[Your assignment]:
Wherever the string "middle" turns up in the data, copy the whole line.

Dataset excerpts
'''

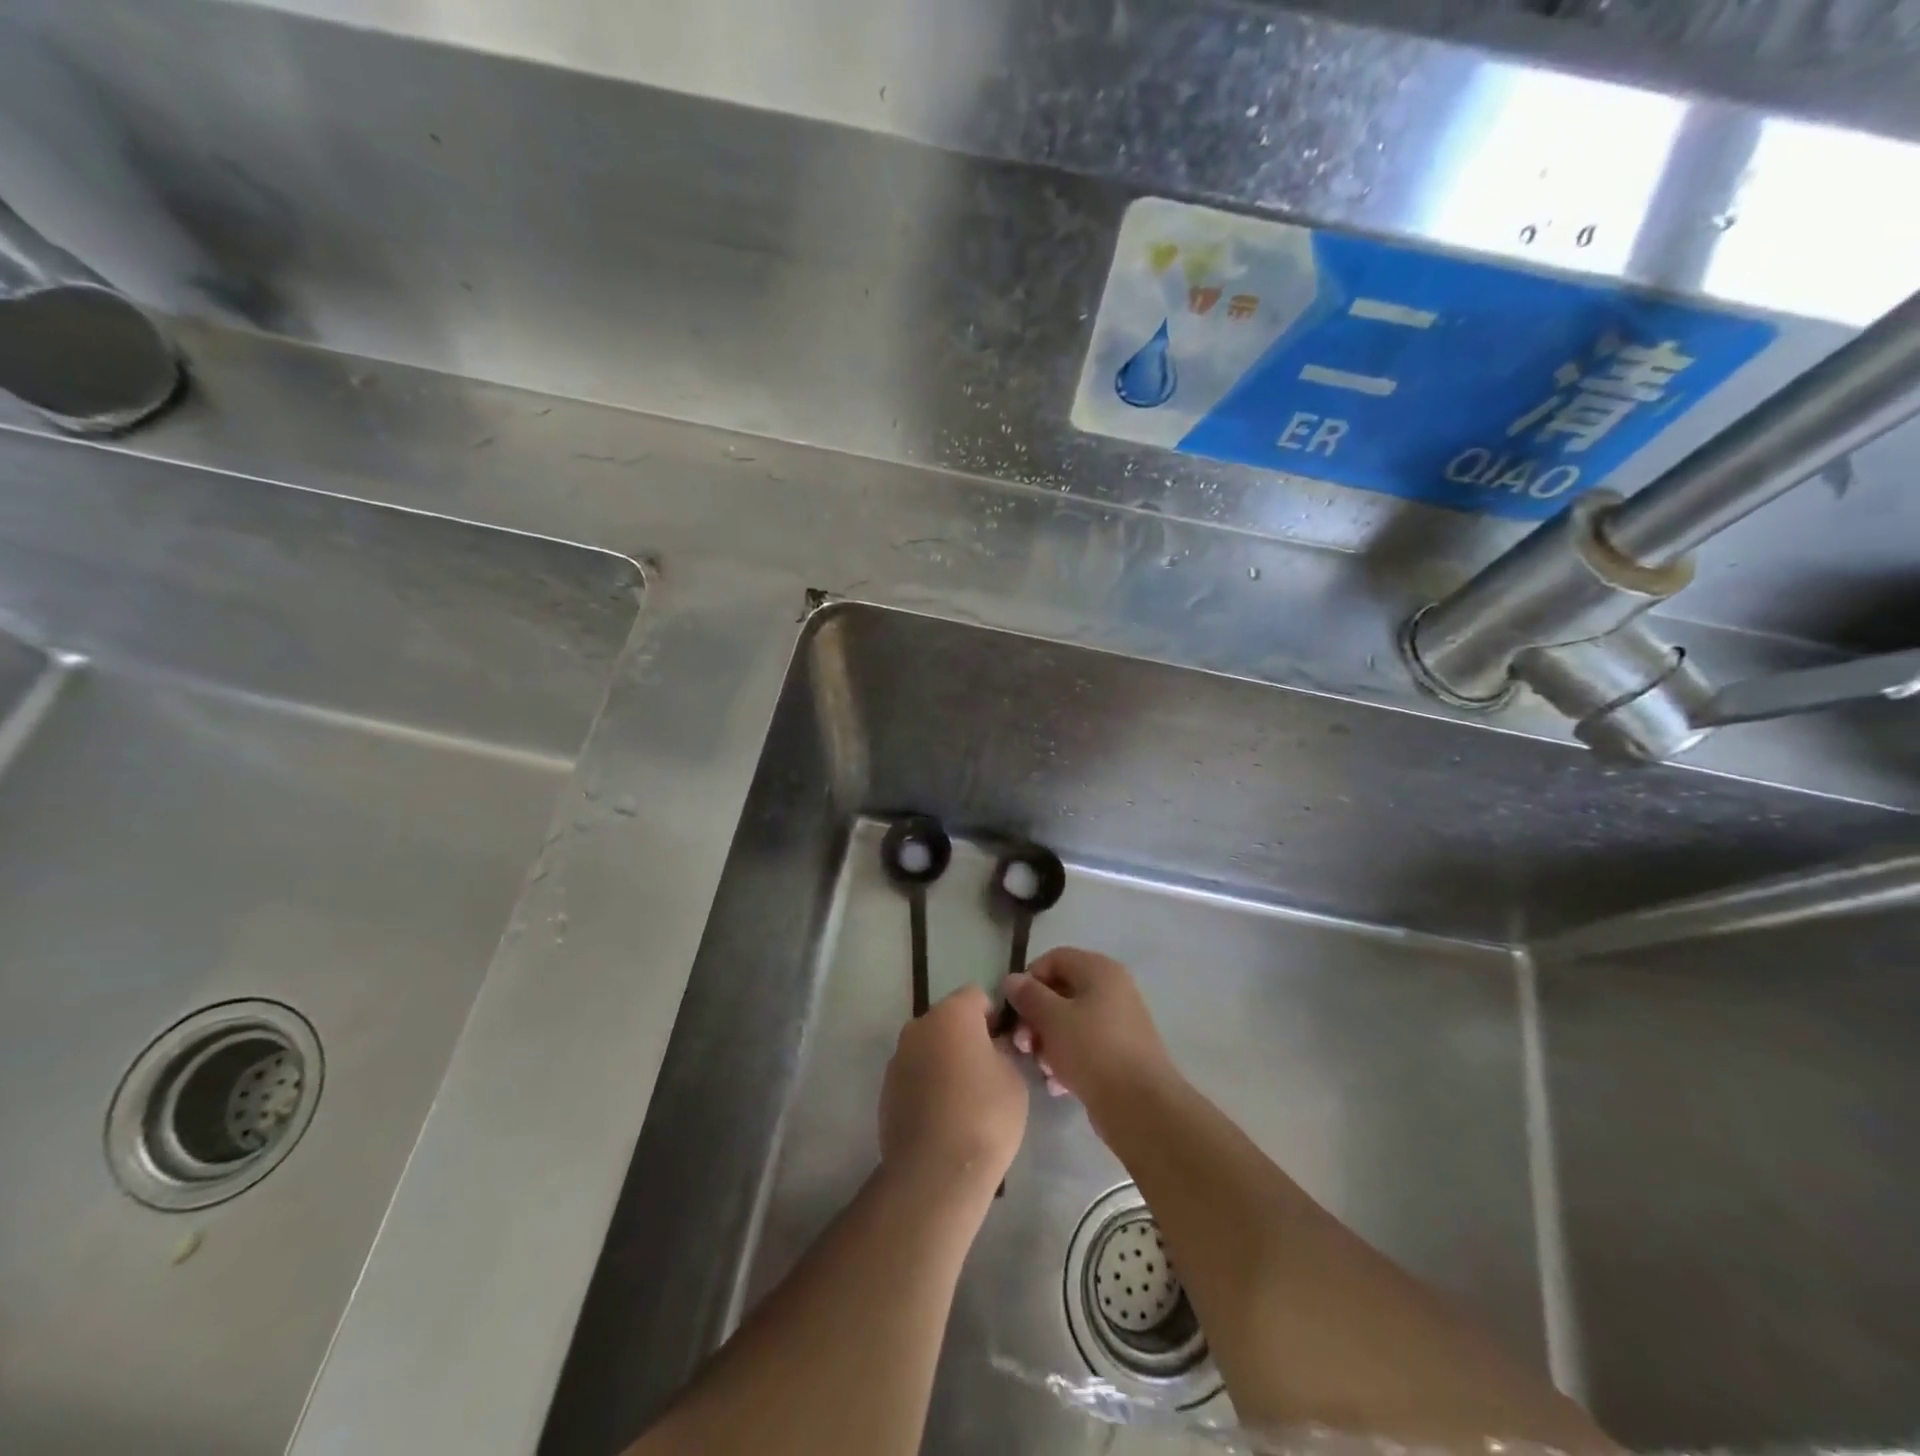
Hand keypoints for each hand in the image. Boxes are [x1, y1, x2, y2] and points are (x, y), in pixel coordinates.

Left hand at [880, 985, 1027, 1201]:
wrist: (936, 1172)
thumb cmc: (985, 1115)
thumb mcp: (1014, 1077)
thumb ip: (1004, 1051)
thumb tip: (994, 1047)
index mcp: (951, 1014)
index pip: (977, 996)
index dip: (994, 1017)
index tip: (1006, 1045)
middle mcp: (919, 1026)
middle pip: (949, 1020)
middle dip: (967, 1037)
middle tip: (989, 1071)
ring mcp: (898, 1058)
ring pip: (929, 1047)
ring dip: (945, 1060)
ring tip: (965, 1098)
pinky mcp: (886, 1090)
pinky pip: (915, 1074)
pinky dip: (929, 1084)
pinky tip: (944, 1117)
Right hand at [1004, 948, 1178, 1119]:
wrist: (1142, 1106)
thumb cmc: (1093, 1050)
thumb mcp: (1052, 1018)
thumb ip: (1028, 995)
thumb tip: (1013, 980)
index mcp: (1099, 970)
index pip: (1053, 959)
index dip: (1029, 980)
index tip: (1015, 1009)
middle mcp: (1112, 989)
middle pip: (1060, 992)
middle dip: (1035, 1018)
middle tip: (1023, 1045)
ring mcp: (1119, 1022)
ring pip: (1070, 1023)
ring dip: (1048, 1043)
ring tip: (1042, 1068)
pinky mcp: (1121, 1053)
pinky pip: (1085, 1047)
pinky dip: (1067, 1060)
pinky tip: (1057, 1084)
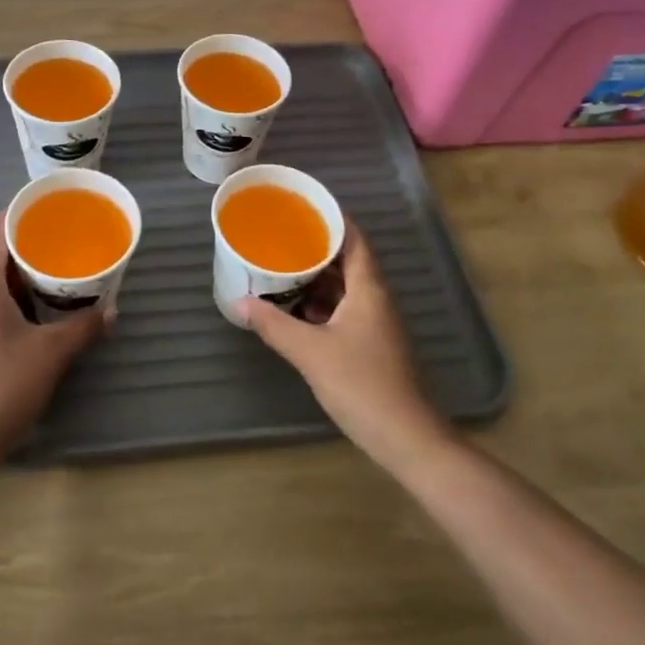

'''

[Solution to the problem]:
middle mcp: (919, 1026)
middle pip: (949, 1020)
middle dip: (967, 1037)
middle tip: (989, 1071)
middle mcp: (1112, 989)
middle pip: (1060, 992)
middle dip: (1035, 1018)
middle tip: (1023, 1045)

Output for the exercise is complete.